» About this exercise
Please transcribe every record below exactly as it appears.

» Supplied data
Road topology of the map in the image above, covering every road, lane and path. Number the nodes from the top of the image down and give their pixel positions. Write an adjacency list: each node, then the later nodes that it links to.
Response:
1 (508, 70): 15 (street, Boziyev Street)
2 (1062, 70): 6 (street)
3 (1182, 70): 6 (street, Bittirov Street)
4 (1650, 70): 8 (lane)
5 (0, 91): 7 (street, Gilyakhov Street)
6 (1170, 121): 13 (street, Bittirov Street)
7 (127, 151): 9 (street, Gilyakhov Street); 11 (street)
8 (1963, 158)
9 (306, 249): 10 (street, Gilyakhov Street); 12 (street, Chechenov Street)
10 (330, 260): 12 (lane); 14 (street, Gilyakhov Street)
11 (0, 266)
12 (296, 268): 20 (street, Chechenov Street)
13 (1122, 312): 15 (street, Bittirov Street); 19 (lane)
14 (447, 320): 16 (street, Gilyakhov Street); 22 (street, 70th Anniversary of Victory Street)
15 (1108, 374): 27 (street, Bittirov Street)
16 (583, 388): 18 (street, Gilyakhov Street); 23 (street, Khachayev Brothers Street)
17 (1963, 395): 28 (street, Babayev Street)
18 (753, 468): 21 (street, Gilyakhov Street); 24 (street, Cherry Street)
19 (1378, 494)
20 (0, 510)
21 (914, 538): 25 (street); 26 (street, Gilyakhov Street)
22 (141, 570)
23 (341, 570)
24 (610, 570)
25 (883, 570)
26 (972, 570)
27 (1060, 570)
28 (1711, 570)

» Reply to the task
Road topology of the map in the image above, covering every road, lane and path. Number the nodes from the top of the image down and give their pixel positions. Write an adjacency list: each node, then the later nodes that it links to.
Response:
1 (508, 70): 15 (street, Boziyev Street)
2 (1062, 70): 6 (street)
3 (1182, 70): 6 (street, Bittirov Street)
4 (1650, 70): 8 (lane)
5 (0, 91): 7 (street, Gilyakhov Street)
6 (1170, 121): 13 (street, Bittirov Street)
7 (127, 151): 9 (street, Gilyakhov Street); 11 (street)
8 (1963, 158)
9 (306, 249): 10 (street, Gilyakhov Street); 12 (street, Chechenov Street)
10 (330, 260): 12 (lane); 14 (street, Gilyakhov Street)
11 (0, 266)
12 (296, 268): 20 (street, Chechenov Street)
13 (1122, 312): 15 (street, Bittirov Street); 19 (lane)
14 (447, 320): 16 (street, Gilyakhov Street); 22 (street, 70th Anniversary of Victory Street)
15 (1108, 374): 27 (street, Bittirov Street)
16 (583, 388): 18 (street, Gilyakhov Street); 23 (street, Khachayev Brothers Street)
17 (1963, 395): 28 (street, Babayev Street)
18 (753, 468): 21 (street, Gilyakhov Street); 24 (street, Cherry Street)
19 (1378, 494)
20 (0, 510)
21 (914, 538): 25 (street); 26 (street, Gilyakhov Street)
22 (141, 570)
23 (341, 570)
24 (610, 570)
25 (883, 570)
26 (972, 570)
27 (1060, 570)
28 (1711, 570)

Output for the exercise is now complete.